Bernard D. Bull (born 1971) is an American academic administrator and scholar. He is currently serving as president of Concordia University Nebraska. Bull previously served as president of Goddard College in Plainfield, Vermont.

Biography 
After serving for twelve years in Lutheran middle and high schools in Illinois and Wisconsin, Bull began his higher education career in 2006 at Concordia University Wisconsin, serving as a professor of education, Chief Innovation Officer, and Vice Provost of Curriculum and Academic Innovation.

In 2012, he was named a Thrivent Fellow, a fellowship dedicated to equipping current and emerging higher education leaders. That same year, he was granted the Wagner Distance Education Award.

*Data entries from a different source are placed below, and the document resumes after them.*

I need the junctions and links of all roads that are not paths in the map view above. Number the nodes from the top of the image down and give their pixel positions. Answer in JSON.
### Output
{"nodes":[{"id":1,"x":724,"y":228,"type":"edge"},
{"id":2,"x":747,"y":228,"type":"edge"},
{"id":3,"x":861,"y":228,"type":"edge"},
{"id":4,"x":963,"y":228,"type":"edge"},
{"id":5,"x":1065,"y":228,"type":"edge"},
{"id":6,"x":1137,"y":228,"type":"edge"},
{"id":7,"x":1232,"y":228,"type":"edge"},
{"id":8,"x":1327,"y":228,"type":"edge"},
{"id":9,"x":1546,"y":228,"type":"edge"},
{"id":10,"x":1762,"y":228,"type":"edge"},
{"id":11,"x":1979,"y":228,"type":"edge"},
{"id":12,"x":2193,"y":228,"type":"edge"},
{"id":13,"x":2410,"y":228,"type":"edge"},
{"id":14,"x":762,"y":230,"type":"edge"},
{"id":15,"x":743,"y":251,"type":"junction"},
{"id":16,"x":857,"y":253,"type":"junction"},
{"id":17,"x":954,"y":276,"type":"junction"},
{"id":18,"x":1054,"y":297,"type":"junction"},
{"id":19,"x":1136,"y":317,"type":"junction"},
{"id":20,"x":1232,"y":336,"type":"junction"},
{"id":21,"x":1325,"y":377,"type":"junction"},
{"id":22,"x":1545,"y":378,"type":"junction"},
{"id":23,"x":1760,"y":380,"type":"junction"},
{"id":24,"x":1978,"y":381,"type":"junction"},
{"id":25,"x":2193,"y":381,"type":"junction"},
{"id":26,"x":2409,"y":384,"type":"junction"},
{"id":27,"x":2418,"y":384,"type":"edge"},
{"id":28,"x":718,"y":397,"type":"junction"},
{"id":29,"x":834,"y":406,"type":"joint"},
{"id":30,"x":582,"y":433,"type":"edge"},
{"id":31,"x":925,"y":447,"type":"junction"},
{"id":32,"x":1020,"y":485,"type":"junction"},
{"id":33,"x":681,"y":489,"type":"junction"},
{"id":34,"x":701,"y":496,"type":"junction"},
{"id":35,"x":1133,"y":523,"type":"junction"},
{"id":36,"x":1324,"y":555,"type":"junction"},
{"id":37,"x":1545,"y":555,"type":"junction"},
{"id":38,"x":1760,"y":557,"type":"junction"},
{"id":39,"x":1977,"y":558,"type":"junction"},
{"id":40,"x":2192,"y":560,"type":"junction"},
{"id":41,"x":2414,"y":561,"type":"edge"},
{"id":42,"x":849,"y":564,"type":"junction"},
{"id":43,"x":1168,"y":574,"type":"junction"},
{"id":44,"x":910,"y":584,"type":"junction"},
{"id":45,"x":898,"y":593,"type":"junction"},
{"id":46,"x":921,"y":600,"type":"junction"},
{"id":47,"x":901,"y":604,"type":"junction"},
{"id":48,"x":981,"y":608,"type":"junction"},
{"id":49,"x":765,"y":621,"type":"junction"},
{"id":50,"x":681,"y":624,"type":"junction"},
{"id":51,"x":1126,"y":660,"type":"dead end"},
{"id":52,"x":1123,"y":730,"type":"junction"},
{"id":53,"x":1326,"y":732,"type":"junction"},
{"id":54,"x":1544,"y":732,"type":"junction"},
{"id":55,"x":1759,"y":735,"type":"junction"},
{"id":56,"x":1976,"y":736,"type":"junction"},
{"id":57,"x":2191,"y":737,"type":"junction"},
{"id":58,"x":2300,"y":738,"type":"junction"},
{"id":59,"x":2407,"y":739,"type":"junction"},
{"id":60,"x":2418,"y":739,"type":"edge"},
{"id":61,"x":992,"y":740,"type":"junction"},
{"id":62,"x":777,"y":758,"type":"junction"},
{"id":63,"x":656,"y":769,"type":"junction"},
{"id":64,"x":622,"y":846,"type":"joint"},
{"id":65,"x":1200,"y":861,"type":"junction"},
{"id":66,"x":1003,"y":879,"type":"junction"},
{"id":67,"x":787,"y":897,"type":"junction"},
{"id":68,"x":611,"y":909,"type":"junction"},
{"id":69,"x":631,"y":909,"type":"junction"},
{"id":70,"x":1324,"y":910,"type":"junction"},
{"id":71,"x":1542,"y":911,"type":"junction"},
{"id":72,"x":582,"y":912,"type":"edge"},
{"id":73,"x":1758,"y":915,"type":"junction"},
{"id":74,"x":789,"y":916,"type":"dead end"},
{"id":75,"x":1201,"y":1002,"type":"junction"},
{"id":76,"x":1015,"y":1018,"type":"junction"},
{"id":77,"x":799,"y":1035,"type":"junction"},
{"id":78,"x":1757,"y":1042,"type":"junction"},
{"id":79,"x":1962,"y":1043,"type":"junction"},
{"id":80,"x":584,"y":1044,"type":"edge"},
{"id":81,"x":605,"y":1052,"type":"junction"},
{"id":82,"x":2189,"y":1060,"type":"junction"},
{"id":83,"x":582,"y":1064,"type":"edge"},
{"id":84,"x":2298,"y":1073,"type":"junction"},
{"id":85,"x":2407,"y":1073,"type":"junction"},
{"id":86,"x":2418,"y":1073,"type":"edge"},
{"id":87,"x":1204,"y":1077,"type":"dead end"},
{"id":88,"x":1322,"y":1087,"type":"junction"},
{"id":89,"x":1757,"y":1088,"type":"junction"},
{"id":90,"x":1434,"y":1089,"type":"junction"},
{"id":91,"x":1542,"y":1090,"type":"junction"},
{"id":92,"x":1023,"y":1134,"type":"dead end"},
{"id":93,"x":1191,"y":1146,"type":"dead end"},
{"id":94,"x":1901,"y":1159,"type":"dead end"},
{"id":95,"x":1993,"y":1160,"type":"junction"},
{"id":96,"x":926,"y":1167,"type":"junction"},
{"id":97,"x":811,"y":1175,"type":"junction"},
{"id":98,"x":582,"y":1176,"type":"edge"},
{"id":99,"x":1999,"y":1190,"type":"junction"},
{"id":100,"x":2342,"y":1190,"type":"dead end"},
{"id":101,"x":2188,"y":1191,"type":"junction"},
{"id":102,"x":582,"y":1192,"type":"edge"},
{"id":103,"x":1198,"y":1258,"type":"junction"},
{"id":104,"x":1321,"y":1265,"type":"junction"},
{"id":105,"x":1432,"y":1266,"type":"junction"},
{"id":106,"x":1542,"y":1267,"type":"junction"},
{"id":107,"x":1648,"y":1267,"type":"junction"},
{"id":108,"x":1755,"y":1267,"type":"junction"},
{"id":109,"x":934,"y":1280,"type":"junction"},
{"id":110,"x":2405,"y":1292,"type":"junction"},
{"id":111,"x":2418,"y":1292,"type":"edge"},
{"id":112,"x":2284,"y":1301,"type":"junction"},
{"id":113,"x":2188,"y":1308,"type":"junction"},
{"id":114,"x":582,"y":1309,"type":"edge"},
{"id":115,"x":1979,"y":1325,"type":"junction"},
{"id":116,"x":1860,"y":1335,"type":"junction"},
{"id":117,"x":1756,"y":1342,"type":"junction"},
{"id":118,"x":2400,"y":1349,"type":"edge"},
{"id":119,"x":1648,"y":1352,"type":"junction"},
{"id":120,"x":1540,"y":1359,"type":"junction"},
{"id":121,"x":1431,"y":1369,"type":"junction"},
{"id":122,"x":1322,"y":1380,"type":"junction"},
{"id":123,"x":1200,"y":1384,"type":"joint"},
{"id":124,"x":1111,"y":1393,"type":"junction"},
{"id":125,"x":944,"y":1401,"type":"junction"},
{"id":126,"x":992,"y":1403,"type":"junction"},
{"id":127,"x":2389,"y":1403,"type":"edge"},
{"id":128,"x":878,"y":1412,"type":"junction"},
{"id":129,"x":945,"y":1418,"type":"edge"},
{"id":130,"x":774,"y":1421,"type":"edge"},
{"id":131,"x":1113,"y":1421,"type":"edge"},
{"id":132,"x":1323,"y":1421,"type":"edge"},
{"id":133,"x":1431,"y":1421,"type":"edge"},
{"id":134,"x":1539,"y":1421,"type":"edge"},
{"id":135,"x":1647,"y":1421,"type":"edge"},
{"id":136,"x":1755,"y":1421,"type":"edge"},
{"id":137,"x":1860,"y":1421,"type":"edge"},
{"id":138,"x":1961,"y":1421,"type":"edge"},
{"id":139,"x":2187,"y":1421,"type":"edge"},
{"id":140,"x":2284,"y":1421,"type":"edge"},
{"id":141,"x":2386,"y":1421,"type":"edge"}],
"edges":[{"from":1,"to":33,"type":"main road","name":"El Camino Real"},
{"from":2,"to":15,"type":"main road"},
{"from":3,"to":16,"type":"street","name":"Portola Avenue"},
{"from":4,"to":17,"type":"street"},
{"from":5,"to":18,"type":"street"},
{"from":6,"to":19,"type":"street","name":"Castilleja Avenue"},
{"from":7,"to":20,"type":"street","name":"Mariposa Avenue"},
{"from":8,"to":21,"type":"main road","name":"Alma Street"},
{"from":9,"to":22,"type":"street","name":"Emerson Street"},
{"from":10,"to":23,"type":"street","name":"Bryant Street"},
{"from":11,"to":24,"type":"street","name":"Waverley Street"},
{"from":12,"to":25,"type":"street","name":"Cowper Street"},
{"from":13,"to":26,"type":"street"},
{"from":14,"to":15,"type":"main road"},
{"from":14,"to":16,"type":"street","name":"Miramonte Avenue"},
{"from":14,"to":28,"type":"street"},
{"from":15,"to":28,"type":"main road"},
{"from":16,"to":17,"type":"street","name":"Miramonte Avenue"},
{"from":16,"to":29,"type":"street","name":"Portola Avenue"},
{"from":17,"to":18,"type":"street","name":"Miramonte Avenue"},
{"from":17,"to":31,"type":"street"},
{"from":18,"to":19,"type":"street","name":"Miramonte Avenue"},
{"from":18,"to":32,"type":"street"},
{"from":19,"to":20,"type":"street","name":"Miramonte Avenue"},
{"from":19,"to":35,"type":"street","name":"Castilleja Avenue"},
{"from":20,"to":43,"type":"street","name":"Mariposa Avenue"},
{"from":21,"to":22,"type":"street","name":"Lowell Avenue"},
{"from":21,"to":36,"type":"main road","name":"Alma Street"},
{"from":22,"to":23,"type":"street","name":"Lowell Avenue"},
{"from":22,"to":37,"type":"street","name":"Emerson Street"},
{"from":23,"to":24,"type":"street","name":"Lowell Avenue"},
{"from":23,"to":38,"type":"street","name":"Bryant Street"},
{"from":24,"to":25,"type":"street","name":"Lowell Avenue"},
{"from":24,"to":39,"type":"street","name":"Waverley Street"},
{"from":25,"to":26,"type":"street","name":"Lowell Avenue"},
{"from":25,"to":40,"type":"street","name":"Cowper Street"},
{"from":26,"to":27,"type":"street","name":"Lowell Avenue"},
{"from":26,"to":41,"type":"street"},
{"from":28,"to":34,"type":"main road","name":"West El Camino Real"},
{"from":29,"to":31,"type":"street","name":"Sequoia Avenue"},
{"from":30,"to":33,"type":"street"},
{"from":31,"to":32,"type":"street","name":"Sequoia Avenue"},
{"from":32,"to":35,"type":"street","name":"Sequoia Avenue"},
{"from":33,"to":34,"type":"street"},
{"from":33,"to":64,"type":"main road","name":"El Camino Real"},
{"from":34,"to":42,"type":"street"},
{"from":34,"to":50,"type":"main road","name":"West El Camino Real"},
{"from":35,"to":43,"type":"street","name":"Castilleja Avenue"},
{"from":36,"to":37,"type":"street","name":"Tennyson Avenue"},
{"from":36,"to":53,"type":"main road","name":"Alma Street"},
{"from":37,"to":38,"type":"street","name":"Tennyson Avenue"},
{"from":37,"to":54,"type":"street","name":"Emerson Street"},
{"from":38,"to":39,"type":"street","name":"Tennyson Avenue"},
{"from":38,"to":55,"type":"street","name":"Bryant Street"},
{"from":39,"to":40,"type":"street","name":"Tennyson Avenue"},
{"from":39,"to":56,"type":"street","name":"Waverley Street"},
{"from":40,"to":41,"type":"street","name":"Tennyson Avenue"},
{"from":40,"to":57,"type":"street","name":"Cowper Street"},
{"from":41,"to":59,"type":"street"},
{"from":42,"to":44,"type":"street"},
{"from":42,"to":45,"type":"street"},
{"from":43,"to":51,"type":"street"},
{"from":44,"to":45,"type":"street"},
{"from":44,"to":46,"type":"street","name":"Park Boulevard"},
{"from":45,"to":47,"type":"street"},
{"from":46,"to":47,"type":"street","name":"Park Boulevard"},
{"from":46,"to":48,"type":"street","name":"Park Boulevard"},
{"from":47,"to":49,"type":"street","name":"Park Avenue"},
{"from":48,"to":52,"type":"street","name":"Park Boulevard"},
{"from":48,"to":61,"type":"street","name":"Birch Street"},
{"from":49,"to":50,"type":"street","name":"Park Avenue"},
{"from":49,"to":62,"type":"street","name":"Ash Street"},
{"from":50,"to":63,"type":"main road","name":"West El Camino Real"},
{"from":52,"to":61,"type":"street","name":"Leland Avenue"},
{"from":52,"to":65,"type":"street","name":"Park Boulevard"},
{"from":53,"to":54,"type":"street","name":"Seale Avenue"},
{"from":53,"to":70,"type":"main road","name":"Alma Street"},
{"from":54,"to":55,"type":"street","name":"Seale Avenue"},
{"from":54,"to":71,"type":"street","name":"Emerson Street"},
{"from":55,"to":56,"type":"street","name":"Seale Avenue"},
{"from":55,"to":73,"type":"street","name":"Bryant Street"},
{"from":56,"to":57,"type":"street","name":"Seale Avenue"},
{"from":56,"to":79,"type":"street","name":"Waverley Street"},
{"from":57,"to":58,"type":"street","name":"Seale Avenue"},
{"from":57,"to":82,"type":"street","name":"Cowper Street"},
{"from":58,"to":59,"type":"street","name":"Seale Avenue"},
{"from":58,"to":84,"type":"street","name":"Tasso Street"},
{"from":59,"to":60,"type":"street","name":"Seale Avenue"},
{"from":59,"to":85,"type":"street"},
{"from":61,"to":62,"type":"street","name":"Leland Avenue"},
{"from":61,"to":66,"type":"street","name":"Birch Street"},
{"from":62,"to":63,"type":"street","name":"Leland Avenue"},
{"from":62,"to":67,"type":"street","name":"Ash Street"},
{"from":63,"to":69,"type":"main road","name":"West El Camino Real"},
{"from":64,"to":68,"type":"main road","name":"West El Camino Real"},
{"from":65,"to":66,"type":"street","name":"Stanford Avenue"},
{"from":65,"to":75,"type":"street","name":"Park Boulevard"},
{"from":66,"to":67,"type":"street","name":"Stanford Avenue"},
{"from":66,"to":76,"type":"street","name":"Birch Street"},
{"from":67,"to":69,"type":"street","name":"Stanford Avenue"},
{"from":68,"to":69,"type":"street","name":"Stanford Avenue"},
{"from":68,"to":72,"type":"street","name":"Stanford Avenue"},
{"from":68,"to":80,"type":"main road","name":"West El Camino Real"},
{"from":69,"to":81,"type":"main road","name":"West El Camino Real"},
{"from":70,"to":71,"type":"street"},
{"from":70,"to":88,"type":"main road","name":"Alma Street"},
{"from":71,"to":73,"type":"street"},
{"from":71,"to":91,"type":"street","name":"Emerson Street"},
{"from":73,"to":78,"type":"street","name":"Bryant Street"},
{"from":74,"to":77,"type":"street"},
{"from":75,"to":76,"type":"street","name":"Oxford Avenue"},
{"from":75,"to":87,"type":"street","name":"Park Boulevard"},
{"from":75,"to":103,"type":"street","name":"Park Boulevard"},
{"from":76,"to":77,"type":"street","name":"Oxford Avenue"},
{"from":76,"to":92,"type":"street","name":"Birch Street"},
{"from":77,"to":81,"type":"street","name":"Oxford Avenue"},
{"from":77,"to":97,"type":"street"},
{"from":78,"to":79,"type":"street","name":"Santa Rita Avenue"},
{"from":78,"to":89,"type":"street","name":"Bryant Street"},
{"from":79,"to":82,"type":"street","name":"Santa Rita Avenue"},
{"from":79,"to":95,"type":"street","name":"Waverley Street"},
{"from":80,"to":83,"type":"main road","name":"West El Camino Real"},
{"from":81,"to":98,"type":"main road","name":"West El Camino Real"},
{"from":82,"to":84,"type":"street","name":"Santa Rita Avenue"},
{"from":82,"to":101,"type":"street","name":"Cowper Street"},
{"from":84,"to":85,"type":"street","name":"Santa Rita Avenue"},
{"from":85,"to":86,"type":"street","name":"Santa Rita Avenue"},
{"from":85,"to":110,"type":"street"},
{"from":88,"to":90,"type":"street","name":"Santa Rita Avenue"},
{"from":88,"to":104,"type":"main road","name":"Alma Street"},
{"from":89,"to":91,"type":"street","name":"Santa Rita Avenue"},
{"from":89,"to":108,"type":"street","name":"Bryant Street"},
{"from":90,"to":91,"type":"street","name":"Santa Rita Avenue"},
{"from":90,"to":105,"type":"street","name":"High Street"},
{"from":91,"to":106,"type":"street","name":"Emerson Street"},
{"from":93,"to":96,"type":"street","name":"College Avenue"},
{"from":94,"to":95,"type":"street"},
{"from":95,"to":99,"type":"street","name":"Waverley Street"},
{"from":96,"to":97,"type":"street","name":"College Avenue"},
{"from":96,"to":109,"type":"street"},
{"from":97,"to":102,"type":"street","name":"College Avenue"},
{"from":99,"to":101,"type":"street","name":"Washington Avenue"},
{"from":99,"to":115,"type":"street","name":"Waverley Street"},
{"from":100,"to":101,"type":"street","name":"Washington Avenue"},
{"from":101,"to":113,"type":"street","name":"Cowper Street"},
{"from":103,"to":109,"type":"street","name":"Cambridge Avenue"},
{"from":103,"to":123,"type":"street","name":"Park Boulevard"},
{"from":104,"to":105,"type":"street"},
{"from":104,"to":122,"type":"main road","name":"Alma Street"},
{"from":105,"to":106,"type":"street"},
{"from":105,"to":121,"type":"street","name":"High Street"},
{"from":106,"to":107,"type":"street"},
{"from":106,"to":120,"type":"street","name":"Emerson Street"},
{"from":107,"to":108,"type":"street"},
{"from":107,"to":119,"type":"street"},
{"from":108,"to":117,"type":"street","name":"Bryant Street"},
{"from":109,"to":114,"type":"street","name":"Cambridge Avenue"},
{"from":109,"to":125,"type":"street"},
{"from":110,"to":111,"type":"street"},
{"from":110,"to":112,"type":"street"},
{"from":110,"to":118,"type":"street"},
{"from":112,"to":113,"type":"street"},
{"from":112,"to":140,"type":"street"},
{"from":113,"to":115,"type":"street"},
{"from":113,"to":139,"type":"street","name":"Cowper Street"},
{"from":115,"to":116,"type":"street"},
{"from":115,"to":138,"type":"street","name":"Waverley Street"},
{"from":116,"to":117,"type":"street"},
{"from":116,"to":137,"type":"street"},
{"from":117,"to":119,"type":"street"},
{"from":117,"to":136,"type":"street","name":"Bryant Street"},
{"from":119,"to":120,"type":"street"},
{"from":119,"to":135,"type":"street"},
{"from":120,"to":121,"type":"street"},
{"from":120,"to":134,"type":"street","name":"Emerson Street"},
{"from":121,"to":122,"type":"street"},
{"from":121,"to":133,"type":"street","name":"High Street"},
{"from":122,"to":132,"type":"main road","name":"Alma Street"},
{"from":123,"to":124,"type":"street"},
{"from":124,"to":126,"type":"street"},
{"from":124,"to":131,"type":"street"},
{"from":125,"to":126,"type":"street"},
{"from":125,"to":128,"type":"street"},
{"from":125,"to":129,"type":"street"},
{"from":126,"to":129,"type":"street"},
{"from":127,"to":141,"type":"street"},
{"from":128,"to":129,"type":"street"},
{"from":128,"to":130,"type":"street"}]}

In 2016, Bull became the Jonathan D. Harber Fellow in Education and Entrepreneurship at Wesleyan University in Middletown, Connecticut, where he taught Social Entrepreneurship in Education and during which he completed the manuscript for Adventures in Self-Directed Learning.

In 2018, Bull became president of Goddard College, a low-residency alternative and experimental college. Bull accepted the job months after it was placed on probation by the New England Commission of Higher Education over concerns regarding institutional resources and organization and governance, with growing questions about whether the college would survive. In September, 2020, Goddard was removed from probation and its accreditation was renewed.

On December 1, 2020, Concordia University Nebraska announced Bull as the president-elect, scheduled to transition from Goddard College to Concordia University Nebraska in August 2021.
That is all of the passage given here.